Configuring Storage

By default, the DGX A100 System includes four SSDs in a RAID 0 configuration. These SSDs are intended for application caching, so you must set up your own NFS storage for long-term data storage. The instructions in this section describe how to mount the NFS on the DGX A100 System and how to cache the NFS using the DGX A100 SSDs for improved performance.

Disabling cachefilesd

The DGX A100 system uses cachefilesd to manage the caching of the NFS. To disable:

$ sudo systemctl stop cachefilesd
$ sudo systemctl disable cachefilesd

Using cachefilesd

The following instructions describe how to mount the NFS onto the DGX A100 system and how to cache the NFS using the DGX A100 SSDs for improved performance.

Make sure that you have an NFS server with one or more exports with data to be accessed by the DGX A100 System and that there is network access between the DGX A100 System and the NFS server.

  1. Configure an NFS mount for the DGX A100 System.

    1. Edit the filesystem tables configuration.

      $ sudo vi /etc/fstab
      
    2. Add a new line for the NFS mount, using the local mount point of /mnt.

      <nfs_server>:<export_path> /mnt nfs rw,noatime,rsize=32768,wsize=32768,nolock,tcp,intr,fsc,nofail 0 0
      
      • /mnt is used here as an example mount point.

      • Consult your Network Administrator for the correct values for <nfs_server> and <export_path>.

      • The nfs arguments presented here are a list of recommended values based on typical use cases.

      However, “fsc” must always be included as that argument specifies use of FS-Cache.

    3. Save the changes.

  2. Verify the NFS server is reachable.

    $ ping <nfs-server-ip-address>
    

    Use the server IP address or the server name provided by your network administrator.

  3. Mount the NFS export.

    $ sudo mount /mnt
    

    /mnt is an example mount point.

  4. Verify caching is enabled.

    $ cat /proc/fs/nfsfs/volumes
    

    In the output, look for FSC=yes.

    The NFS will be automatically mounted and cached on the DGX A100 System in subsequent reboot cycles.

Setting Filesystem Quotas

When running NGC containers, you might need to limit the amount of disk space that is used on a filesystem to avoid filling up the partition.

Refer to https://www.digitalocean.com/community/tutorials/how-to-set-filesystem-quotas-on-ubuntu-18-04 for information about how to set filesystem quotas on Ubuntu 18.04 and later.

Switching Between RAID 0 and RAID 5

As supplied from the factory, the RAID level of the DGX A100 RAID array is RAID 0. which provides the maximum storage capacity but does not provide any redundancy.

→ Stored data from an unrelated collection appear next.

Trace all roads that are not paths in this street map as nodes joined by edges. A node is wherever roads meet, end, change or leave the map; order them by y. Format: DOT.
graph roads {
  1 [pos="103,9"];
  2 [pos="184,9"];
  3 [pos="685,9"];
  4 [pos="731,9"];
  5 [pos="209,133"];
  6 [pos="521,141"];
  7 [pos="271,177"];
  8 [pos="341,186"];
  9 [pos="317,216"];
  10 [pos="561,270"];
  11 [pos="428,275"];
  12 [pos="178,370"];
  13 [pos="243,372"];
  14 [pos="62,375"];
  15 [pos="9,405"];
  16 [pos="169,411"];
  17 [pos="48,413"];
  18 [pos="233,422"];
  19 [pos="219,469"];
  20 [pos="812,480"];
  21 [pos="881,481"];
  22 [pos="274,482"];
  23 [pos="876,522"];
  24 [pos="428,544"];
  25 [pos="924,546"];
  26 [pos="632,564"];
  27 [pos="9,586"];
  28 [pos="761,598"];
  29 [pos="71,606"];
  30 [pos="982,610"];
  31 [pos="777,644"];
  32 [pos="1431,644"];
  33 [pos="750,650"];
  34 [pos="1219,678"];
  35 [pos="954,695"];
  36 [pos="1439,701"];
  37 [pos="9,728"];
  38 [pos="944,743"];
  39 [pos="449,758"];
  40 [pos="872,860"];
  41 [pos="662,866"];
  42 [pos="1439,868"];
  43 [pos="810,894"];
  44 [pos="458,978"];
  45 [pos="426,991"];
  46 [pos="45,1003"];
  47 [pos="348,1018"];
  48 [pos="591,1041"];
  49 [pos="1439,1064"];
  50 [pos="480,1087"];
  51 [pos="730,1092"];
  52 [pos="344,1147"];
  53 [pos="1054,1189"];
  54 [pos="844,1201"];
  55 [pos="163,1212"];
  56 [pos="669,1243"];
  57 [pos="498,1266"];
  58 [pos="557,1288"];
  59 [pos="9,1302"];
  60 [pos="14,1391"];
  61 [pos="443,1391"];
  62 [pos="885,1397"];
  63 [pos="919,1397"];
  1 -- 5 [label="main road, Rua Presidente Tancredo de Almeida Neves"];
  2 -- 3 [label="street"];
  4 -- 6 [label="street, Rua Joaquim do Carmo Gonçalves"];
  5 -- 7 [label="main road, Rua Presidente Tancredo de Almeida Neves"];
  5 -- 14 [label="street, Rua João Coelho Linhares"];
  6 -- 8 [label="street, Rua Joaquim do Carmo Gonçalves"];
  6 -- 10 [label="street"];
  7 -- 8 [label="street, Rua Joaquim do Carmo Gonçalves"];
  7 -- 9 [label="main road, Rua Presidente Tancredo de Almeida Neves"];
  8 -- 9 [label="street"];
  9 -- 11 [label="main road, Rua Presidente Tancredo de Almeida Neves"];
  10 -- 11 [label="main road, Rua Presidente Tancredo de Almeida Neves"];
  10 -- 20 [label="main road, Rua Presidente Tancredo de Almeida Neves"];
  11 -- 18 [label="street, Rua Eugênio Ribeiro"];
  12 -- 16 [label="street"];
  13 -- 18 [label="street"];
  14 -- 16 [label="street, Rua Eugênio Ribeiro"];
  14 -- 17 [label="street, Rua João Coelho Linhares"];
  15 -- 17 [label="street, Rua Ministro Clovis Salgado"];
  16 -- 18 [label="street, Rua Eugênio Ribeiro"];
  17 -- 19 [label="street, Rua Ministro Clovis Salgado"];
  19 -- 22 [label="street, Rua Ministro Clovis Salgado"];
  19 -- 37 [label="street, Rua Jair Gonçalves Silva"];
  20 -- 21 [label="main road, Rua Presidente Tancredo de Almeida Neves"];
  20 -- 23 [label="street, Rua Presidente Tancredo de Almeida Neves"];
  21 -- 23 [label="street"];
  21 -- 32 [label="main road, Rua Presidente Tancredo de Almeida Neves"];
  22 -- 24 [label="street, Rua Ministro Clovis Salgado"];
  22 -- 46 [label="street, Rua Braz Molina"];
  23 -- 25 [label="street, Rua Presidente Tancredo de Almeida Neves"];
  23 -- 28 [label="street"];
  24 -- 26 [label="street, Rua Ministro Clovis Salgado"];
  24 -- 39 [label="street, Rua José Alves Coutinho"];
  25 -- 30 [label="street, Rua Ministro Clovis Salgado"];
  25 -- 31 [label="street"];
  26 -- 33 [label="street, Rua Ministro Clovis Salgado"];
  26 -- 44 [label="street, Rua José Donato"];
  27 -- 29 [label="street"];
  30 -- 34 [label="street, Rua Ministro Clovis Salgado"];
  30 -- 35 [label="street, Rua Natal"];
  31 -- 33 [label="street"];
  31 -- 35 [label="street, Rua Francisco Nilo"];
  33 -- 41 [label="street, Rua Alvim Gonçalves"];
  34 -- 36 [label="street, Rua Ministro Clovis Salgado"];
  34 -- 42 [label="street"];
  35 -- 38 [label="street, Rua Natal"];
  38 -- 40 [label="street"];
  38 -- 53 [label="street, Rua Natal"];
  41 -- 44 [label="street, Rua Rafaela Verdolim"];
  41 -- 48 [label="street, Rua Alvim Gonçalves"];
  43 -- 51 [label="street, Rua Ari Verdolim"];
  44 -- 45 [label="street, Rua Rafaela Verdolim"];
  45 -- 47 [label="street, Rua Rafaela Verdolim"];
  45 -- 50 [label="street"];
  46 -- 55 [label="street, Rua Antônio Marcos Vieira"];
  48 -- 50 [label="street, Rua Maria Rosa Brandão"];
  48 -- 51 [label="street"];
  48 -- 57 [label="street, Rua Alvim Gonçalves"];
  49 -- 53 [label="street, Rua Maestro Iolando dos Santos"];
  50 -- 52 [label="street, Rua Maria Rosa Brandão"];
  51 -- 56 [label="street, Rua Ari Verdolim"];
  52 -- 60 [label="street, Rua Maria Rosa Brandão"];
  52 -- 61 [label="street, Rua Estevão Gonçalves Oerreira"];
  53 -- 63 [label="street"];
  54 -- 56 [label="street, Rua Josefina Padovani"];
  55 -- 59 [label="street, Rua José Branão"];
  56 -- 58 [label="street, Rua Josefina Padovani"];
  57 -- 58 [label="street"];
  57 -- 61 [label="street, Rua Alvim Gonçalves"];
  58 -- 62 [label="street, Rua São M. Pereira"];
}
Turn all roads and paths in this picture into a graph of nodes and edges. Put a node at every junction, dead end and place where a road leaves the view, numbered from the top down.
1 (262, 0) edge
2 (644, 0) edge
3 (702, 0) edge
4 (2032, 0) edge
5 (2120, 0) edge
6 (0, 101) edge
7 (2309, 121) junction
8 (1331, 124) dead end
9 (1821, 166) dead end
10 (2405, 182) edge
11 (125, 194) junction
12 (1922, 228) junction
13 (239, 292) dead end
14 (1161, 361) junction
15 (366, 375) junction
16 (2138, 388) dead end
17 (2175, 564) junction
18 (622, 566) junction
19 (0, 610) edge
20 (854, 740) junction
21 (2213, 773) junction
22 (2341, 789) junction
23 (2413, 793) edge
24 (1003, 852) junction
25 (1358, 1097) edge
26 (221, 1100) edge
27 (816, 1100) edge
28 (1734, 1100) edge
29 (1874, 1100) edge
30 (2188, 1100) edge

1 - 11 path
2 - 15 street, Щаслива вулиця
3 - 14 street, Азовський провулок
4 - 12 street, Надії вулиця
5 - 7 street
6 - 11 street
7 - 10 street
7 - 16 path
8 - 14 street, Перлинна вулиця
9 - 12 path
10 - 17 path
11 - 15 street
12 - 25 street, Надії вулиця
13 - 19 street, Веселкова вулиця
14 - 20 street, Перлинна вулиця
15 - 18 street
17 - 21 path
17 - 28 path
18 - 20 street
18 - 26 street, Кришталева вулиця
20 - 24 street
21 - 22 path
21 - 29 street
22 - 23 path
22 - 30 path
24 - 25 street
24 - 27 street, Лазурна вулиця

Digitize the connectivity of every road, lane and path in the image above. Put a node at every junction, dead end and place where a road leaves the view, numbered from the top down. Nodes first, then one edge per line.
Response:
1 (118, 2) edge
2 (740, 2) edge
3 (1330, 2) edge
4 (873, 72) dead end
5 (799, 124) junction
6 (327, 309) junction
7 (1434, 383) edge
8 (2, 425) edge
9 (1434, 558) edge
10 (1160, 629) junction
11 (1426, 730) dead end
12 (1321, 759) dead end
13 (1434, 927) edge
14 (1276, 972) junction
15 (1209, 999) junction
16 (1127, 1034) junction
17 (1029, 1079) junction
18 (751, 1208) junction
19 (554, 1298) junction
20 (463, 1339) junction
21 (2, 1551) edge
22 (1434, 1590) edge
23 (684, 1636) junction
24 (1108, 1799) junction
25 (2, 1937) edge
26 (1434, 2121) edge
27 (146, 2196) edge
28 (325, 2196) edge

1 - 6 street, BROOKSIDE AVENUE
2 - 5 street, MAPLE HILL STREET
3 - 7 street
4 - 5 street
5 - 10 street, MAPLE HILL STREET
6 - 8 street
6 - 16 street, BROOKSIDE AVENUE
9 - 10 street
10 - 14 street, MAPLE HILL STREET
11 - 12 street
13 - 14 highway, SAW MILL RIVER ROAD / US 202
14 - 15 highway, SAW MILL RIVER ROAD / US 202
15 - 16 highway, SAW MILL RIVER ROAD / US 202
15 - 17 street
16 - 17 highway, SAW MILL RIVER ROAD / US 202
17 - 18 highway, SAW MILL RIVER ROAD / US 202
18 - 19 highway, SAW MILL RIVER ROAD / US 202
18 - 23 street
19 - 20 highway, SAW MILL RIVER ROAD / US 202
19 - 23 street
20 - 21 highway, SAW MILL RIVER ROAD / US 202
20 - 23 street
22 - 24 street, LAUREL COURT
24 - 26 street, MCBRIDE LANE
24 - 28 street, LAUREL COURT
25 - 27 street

If one SSD in the array fails, all data stored on the array is lost. If you are willing to accept reduced capacity in return for some level of protection against failure of a SSD, you can change the level of the RAID array to RAID 5. If you change the RAID level from RAID 0 to RAID 5, the total storage capacity of the RAID array is reduced.

Before you change the RAID level of the DGX A100 RAID array, back up all data on the array that you want to preserve. Changing the RAID level of the DGX A100 RAID array erases all data stored on the array.

The DGX A100 software includes the configure_raid_array.py custom script, which you can use to change the level of the RAID array without unmounting the RAID volume.

  • To change the RAID level to RAID 5, run the following command:

    $ sudo configure_raid_array.py -m raid5
    

    After you change the RAID level to RAID 5, the RAID array is rebuilt. A RAID array that is being rebuilt is online and ready to be used, but a check on the health of the DGX system reports the status of the RAID volume as unhealthy.

    The time required to rebuild the RAID array depends on the workload on the system. On an idle system, the rebuild will take about 30 minutes to complete.

  • To change the RAID level to RAID 0, run the following command:

    $ sudo configure_raid_array.py -m raid0
    

    To confirm that the RAID level was changed as required, run the lsblk command. The entry in the TYPE column for each SSD in the RAID array indicates the RAID level of the array.

Configuring Support for Custom Drive Partitioning

DGX A100 systems incorporate data drives configured as RAID 0 by default. You can alter the default configuration by adding or removing drives, or by switching between a RAID 0 configuration and a RAID 5 configuration.

If you alter the default configuration, you must let NVSM know so that the utility does not flag the configuration as an error, and so that NVSM can continue to monitor the health of the drives.

  1. Edit /etc/nvsm/nvsm.config and set the use_standard_config_storage parameter to false.

    "use_standard_config_storage":false
    
  2. Restart NVSM.

    $ systemctl restart nvsm
    

If you restore the drive partition back to the default configuration, set the parameter back to true.